Although green tea has caffeine, some substances found in green tea may help people sleep because they act on the GABA system in the brain.
To study these effects, researchers gave middle-aged adults low caffeine green tea to consume before sleeping. The results of the study demonstrate that drinking low caffeine green tea may help improve sleep.
The exact mechanism of how green tea affects sleep is still unclear.
It is important to choose decaffeinated green tea, as standard green tea has caffeine, which can inhibit sleep.
In an older 2010 study, researchers associated a tart cherry juice blend with a statistically significant improvement in sleep.
The study participants showed a reduction in the severity of insomnia when the researchers calculated the minutes awake after sleep onset.
Other parameters, such as sleep latency, total sleep time, and sleep efficiency, were unchanged when the researchers compared them with a placebo.
Another small 2018 study with just eight participants showed that cherry juice increased sleep time and sleep efficiency.
The researchers suggest that cherry juice increases the availability of tryptophan in the body, which leads to better sleep.
Cherries contain melatonin and other anti-inflammatory substances that may explain their effect on sleep.
Further research is necessary to confirm these findings.
Milk contains an amino acid called tryptophan. Tryptophan converts into substances that can aid in sleep, including serotonin and melatonin.
Studies comparing the effect of drinking milk before bedtime to improve sleep are lacking.
Unless a person is lactose intolerant or has a milk allergy, they may wish to try drinking warm milk before bed.
Almond milk may also have a high content of tryptophan and melatonin. Also, almonds contain magnesium.

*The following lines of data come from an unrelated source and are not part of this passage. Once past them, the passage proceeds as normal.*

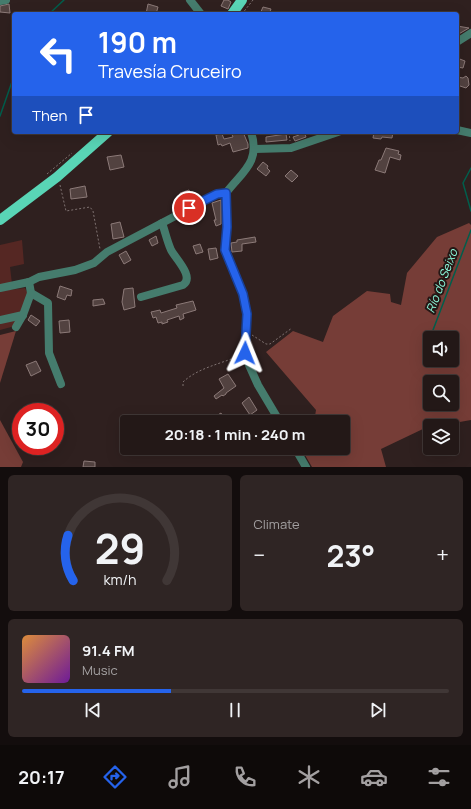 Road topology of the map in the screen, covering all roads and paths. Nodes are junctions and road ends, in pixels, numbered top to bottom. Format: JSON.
{"nodes":[{"id":1,"x":6,"y":0,"type":"edge"},
{"id":2,"x":190,"y":0,"type":"edge"},
{"id":3,"x":242,"y":0,"type":"edge"},
{"id":4,"x":253,"y":0,"type":"edge"},
{"id":5,"x":0,"y":1,"type":"edge"},
{"id":6,"x":199,"y":12,"type":"edge"},
{"id":7,"x":233,"y":12,"type":"edge"},
{"id":8,"x":244,"y":12,"type":"edge"},
{"id":9,"x":471,"y":32,"type":"edge"},
{"id":10,"x":459,"y":41,"type":"edge"},
{"id":11,"x":459,"y":130,"type":"edge"},
{"id":12,"x":471,"y":133,"type":"edge"},
{"id":13,"x":106,"y":134,"type":"edge"},
{"id":14,"x":252,"y":134,"type":"edge"},
{"id":15,"x":289,"y":134,"type":"edge"},
{"id":16,"x":332,"y":134,"type":"edge"},
{"id":17,"x":291,"y":148,"type":"junction"},
{"id":18,"x":254,"y":149,"type":"junction"},
{"id":19,"x":75,"y":150,"type":"dead end"},
{"id":20,"x":57,"y":177,"type":"junction"},
{"id":21,"x":46,"y":179,"type":"dead end"},
{"id":22,"x":226,"y":193,"type":"junction"},
{"id":23,"x":0,"y":220,"type":"edge"},
{"id":24,"x":162,"y":222,"type":"junction"},
{"id":25,"x":103,"y":255,"type":"junction"},
{"id":26,"x":29,"y":282,"type":"junction"},
{"id":27,"x":0,"y":288,"type":"edge"},
{"id":28,"x":31,"y":293,"type":"junction"},
{"id":29,"x":141,"y":297,"type":"dead end"},
{"id":30,"x":23,"y":315,"type":"junction"},
{"id":31,"x":0,"y":320,"type":"edge"},
{"id":32,"x":16,"y":327,"type":"dead end"},
{"id":33,"x":292,"y":328,"type":"dead end"},
{"id":34,"x":246,"y":332,"type":"junction"},
{"id":35,"x":245,"y":353,"type":"junction"},
{"id":36,"x":62,"y":384,"type":"dead end"},
{"id":37,"x":183,"y":386,"type":"dead end"},
{"id":38,"x":276,"y":415,"type":"edge"},
{"id":39,"x":299,"y":455,"type":"edge"},
{"id":40,"x":306,"y":467,"type":"edge"}],
"edges":[{"from":1,"to":5,"type":"street"},
{"from":2,"to":6,"type":"street"},
{"from":3,"to":7,"type":"main road"},
{"from":4,"to":8,"type":"path"},
{"from":9,"to":10,"type":"street"},
{"from":11,"to":12,"type":"street"},
{"from":13,"to":20,"type":"main road"},
{"from":14,"to":18,"type":"street"},
{"from":15,"to":17,"type":"path"},
{"from":16,"to":17,"type":"street"},
{"from":17,"to":18,"type":"street"},
{"from":18,"to":22,"type":"street"},
{"from":19,"to":21,"type":"path"},
{"from":20,"to":23,"type":"main road"},
{"from":20,"to":25,"type":"path"},
{"from":22,"to":24,"type":"street"},
{"from":22,"to":34,"type":"street"},
{"from":24,"to":25,"type":"street"},
{"from":24,"to":29,"type":"street"},
{"from":25,"to":26,"type":"street"},
{"from":26,"to":27,"type":"street"},
{"from":26,"to":28,"type":"street"},
{"from":28,"to":30,"type":"street"},
{"from":28,"to":36,"type":"street"},
{"from":30,"to":31,"type":"street"},
{"from":30,"to":32,"type":"street"},
{"from":33,"to":34,"type":"path"},
{"from":34,"to":35,"type":"street"},
{"from":35,"to":37,"type":"path"},
{"from":35,"to":38,"type":"street"},
{"from":39,"to":40,"type":"street"}]}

Some research has demonstrated that magnesium, together with magnolia bark extract, is beneficial for maintaining the normal sleep-wake cycle in humans. The magnesium found in almonds may ensure better sleep quality.
More investigations are necessary to confirm that the magnesium found in almonds can help people fall asleep.
Some drinks may help people sleep, but others can act as stimulants and keep people awake. These may include:
- coffee
- caffeinated teas (green tea, black tea)
- sugary drinks
Researchers are unsure whether a lack of sleep causes an increase in sugar consumption or whether eating more sugar causes poor sleep.
Urologists suggest that children avoid drinking fluids 1 or 2 hours before going to bed. Drinking right before bedtime may cause people to wake up in the middle of sleep to urinate.
People sometimes use drinks to help them fall asleep. Chamomile and valerian are popular teas that people drink before bed, but other substances may also help. These might include almond milk and cherry juice.
Although some drinks contain tryptophan or melatonin, which are known to improve sleep, researchers are unclear how other drinks help people fall asleep. Further evidence is necessary to confirm whether these drinks are effective and safe to improve sleep.